By the way, Alawi was also the guy who Khalilzad used to broker the meetings with the Sunni insurgents.
So he has played a very varied and deep game with U.S. officials since the mid-2004 when he became prime minister of Iraq.
And that was part of the reason why the Shiites, I think, were very anxious to get the U.S. signed up on the dotted line to defend Iraq against foreign aggression.
And by that, of course, they're not talking about Iran's aggression.
They're talking about Sunni aggression and particularly the Saudis.
They're worried mostly about the Saudis who are much more aggressive now than ever before about supporting the Sunnis inside Iraq.
Well, and this is the disaster of Bush administration policy in the Middle East is our entire policy basically is centered around supporting the Sunni Muslims in order to contain Iran and all that kind of stuff.

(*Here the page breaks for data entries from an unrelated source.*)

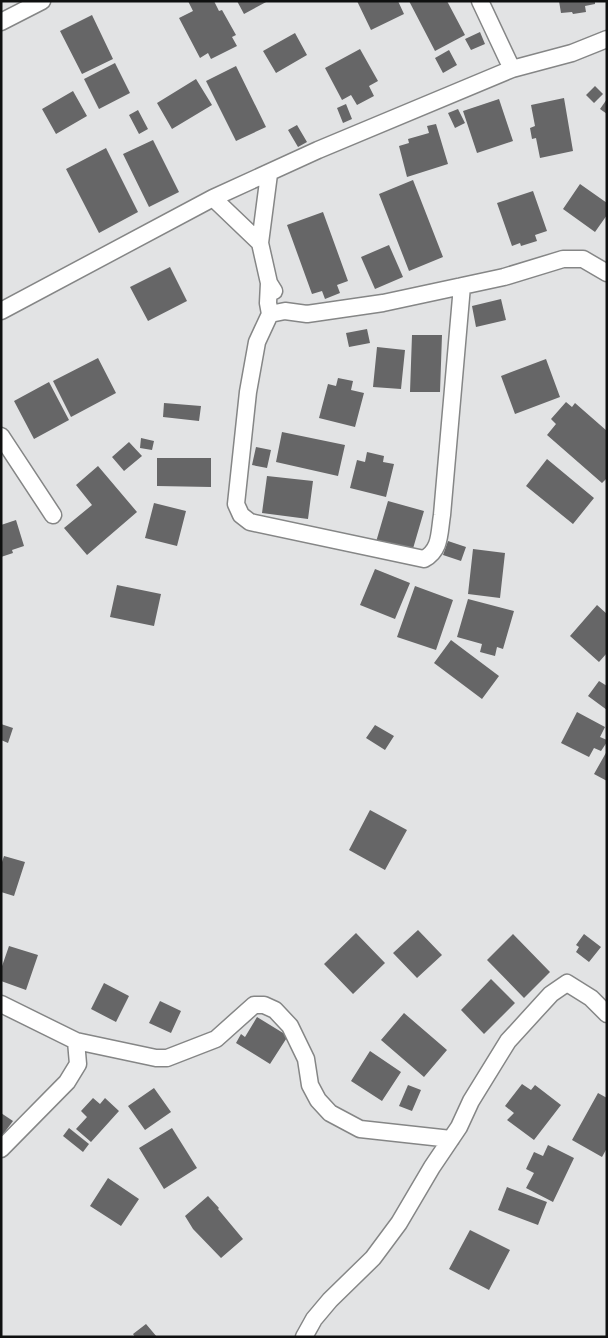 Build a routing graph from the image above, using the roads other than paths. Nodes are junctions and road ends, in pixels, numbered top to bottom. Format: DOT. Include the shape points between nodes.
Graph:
graph roads {
  1 [pos="42,1"];
  2 [pos="480,1"];
  3 [pos="1,22"];
  4 [pos="607,39"];
  5 [pos="512,69"];
  6 [pos="269,174"];
  7 [pos="213,198"];
  8 [pos="260,243"];
  9 [pos="607,273"];
  10 [pos="462,286"];
  11 [pos="1,311"];
  12 [pos="278,313"];
  13 [pos="1,436"];
  14 [pos="53,516"];
  15 [pos="1,1004"];
  16 [pos="607,1014"];
  17 [pos="76,1040"];
  18 [pos="451,1140"];
  19 [pos="1,1149"];
  20 [pos="304,1337"];
  1 -- 3 [label="street"];
  2 -- 5 [label="street"];
  4 -- 5 [label="street" via="572,53"];
  5 -- 6 [label="street" via="318,150"];
  6 -- 7 [label="street"];
  6 -- 8 [label="street"];
  7 -- 8 [label="street"];
  7 -- 11 [label="street"];
  8 -- 12 [label="street"];
  9 -- 10 [label="street" via="583,259 563,259"];
  10 -- 12 [label="street" via="316,313"];
  10 -- 12 [label="street" via="442,515 436,550 424,559 250,522 241,515 236,504 257,342"];
  13 -- 14 [label="street"];
  15 -- 17 [label="street"];
  16 -- 18 [label="street" via="591,998 567,983 552,994 508,1041"];
  17 -- 18 [label="street" via="167,1058 216,1039 254,1006 264,1004 275,1010 290,1026 306,1059 310,1085 330,1113 360,1129"];
  17 -- 19 [label="street" via="78,1064 67,1082"];
  18 -- 20 [label="street" via="400,1223 373,1258 330,1300"];
}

Well, this whole time, we've been supporting the Iranians and the Shiite factions loyal to Iran in Iraq.
And it's a contradiction that's going to have to be worked out one way or another.
You know me.
I just want complete withdrawal and leave them all alone.
But it seems to me like they're going to have to go ahead and switch back.
You're absolutely right.
The fundamental contradiction of U.S. policy in Iraq ever since we went in there is that we have on one hand we needed the Shiite to fight against the Sunnis, but we needed the Sunnis to balance off against the Shiite.
And that meant that in effect the Bush administration was, you know, regardless of its desires, it was locked into a situation of supporting both sides against each other.
We were, in effect, supporting sectarian violence by the two sides against one another from the very beginning.
And some of that was deliberate probably and some of it just a product of...
It was deliberate in the sense that we actually, of course, used the Bader Brigade as shock troops against the Sunni insurgents.
Yeah, everybody says that the civil war started at the Samarra bombing, but the Sunni war against the Shiites was retaliation for America using the Shiite death squads against them for two and a half years before that.
Well, that's a very murky background to try to sort out exactly why the Sunnis did certain things and which Sunnis were doing them.
I don't know the answer to that.
I'm sort of an agnostic on that point.
But the fact that there were interactions between the violence of the two sides is without any doubt.
But the United States contributed to that is without any doubt either.
Yep.
All right, we're all out of time.
Everybody, that's Dr. Gareth Porter.
You can read all your rights for interpress service at AntiWar.com slash Porter.
You can also find him at the Huffington Post, the American Prospect, and so forth.
Thanks very much for your time.
Pleasure to talk to you as always, Scott.